Ertesi sabah arkadaşa beni de almalarını söyleyerek servise binerek fabrikaya geldim. Bekçi beni görür görmez yüksek sesle adımı soyadımı söyleyerek kart basamayacağımı, içeriye de giremeyeceğimi söyledi. Gözünün önünde, bekçi kulübesinde oturmamı istiyordu.
Tabii ben onun istediği yere değil kendi istediğim yere gidip oturdum. Bir ara kendi bölümüme kaçarak gittiğimde bekçi peşimden gelerek beni dışarı çıkarttı. Başıma bela getireceksin, senin yüzünden işimden olacağım dedi. Bu arada kendi bölümümden bazı arkadaşlarım yanıma gelerek oturdu. Aslında benim niçin orda olduğumu anlamaya çalışıyorlardı. Ben de kendilerine böyle bir çıkışı kabul etmediğim için geldiğimi anlattım. Aslında hem üzgün hem de şaşkındılar. İşten çıkarılmıştım, çekip gitmem gerekiyordu onlara göre.

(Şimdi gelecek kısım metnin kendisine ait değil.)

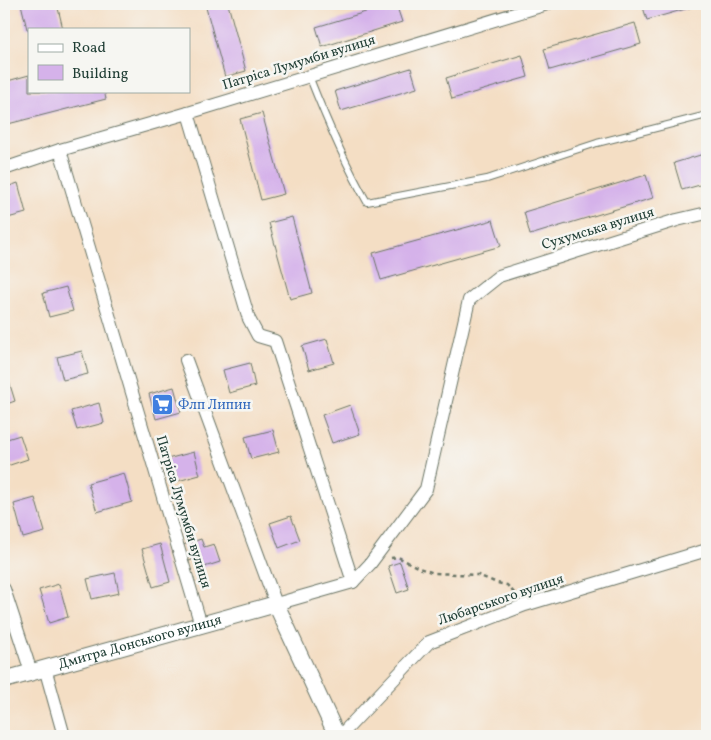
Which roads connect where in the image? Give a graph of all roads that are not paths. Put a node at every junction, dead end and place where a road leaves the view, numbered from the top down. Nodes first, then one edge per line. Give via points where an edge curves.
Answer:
1 (547, 4) edge
2 (310, 76) junction
3 (188, 113) junction
4 (707, 115) edge
5 (60, 150) junction
6 (4, 169) edge
7 (707, 213) edge
8 (186, 360) dead end
9 (707, 550) edge
10 (353, 582) junction
11 (4, 589) edge
12 (276, 604) junction
13 (201, 625) junction
14 (38, 670) junction
15 (4, 680) edge
16 (64, 736) edge
17 (339, 736) edge

1 - 2 street, Патріса Лумумби вулиця
2 - 3 street, Патріса Лумумби вулиця
2 - 4 lane via 367,202 488,179 597,143
3 - 5 street, Патріса Лумумби вулиця
3 - 10 street via 249,319 258,336 275,341
5 - 6 street, Патріса Лумумби вулиця
5 - 13 street, Патріса Лумумби вулиця
7 - 10 street, Сухумська вулиця via 499,276 469,300 426,489
8 - 12 street
9 - 17 street, Любарського вулиця via 525,605 429,642
10 - 12 street
11 - 14 street
12 - 13 street, Дмитра Донського вулиця
12 - 17 street
13 - 14 street, Дмитра Донського вулиця
14 - 15 street, Дмитра Донського вулиця
14 - 16 street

Personel sorumlusu servisten iner inmez beni fark etti. Ve hemen oracıkta, odasına gitmeden beni güvenliğe çağırdı. Niçin burada olduğumu sordu, “ne istiyorsun, seni dinliyorum” dedi. Gerekli tüm şeyleri sana anlattım dedi. Fabrikaya gelmemin suç olduğunu, bekçinin girmeme izin verdiği için işten atılabileceğini söyledi. Daha önce de işten atılan işçiler olmuş, ilk kez böyle bir şeyin yaşandığını söyledi. Ben de kendisine, haksız yere işten çıkarıldığımı ve mağdur edildiğimi, primimi eksik bildirdikleri için işsizlik maaşından yararlanamayacağımı, belki de aylarca işsiz kalacağımı söyleyerek işimi geri istiyorum dedim. İki saate yakın beni ikna etmeye çalıştı. Yapabileceği bir şeyin olmadığını, yetki sınırlarını aştığını, elinden gelen her şeyi yaptığını söyledi. Bundan sonrasını mahkemelerde halletmem gerektiğini söyleyerek bana yol gösterdi. Ben de kendisine bu işin peşini bırakmayacağımı, gerekirse her gün buraya gelerek beklemeye devam edeceğimi söyleyerek ayrıldım.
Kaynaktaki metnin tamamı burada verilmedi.